▶ [ENTRIES SHOWN]:
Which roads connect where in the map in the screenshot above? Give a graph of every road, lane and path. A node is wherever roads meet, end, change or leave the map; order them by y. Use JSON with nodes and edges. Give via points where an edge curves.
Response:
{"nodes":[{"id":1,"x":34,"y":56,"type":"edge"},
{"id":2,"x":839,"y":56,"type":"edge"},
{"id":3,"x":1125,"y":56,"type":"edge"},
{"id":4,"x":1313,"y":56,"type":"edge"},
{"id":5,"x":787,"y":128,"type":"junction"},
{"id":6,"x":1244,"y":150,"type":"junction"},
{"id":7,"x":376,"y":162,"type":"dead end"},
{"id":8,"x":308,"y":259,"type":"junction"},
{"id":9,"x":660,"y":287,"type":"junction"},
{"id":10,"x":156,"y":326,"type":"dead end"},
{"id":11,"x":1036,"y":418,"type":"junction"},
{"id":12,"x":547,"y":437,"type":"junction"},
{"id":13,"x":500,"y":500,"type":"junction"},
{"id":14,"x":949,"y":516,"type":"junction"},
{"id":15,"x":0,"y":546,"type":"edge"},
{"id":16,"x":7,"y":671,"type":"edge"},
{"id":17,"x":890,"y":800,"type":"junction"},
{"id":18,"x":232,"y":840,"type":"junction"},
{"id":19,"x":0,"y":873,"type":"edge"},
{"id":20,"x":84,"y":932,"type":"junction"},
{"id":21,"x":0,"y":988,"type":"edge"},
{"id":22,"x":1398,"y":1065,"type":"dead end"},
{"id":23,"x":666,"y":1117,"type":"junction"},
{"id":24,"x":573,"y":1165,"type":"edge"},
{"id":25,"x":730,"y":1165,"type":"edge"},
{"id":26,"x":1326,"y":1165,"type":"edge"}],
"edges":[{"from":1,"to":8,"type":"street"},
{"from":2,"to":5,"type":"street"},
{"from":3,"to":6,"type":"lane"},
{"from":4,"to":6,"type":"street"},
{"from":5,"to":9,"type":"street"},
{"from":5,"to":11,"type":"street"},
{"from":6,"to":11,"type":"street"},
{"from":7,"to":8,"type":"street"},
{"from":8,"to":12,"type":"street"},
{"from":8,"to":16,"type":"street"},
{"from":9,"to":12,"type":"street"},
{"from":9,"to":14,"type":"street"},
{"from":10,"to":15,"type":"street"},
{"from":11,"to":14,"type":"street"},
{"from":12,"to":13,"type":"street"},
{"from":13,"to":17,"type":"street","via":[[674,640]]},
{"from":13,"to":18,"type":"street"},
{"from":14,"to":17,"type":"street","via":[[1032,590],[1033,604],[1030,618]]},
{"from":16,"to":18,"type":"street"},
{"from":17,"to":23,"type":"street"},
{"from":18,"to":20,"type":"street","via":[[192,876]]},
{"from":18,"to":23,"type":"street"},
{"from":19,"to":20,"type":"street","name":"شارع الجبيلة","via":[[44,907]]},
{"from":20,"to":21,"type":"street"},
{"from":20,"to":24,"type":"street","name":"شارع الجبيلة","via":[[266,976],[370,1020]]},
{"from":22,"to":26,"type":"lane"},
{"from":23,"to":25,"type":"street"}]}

▶ [EXERCISE OBJECTIVE]:
When a line in the listing has the string "الجبيلة" in it, return that line.

▶ [SOLUTION TO THIS PROBLEM]:
{"from":19,"to":20,"type":"street","name":"شارع الجبيلة","via":[[44,907]]},
{"from":20,"to":24,"type":"street","name":"شارع الجبيلة","via":[[266,976],[370,1020]]},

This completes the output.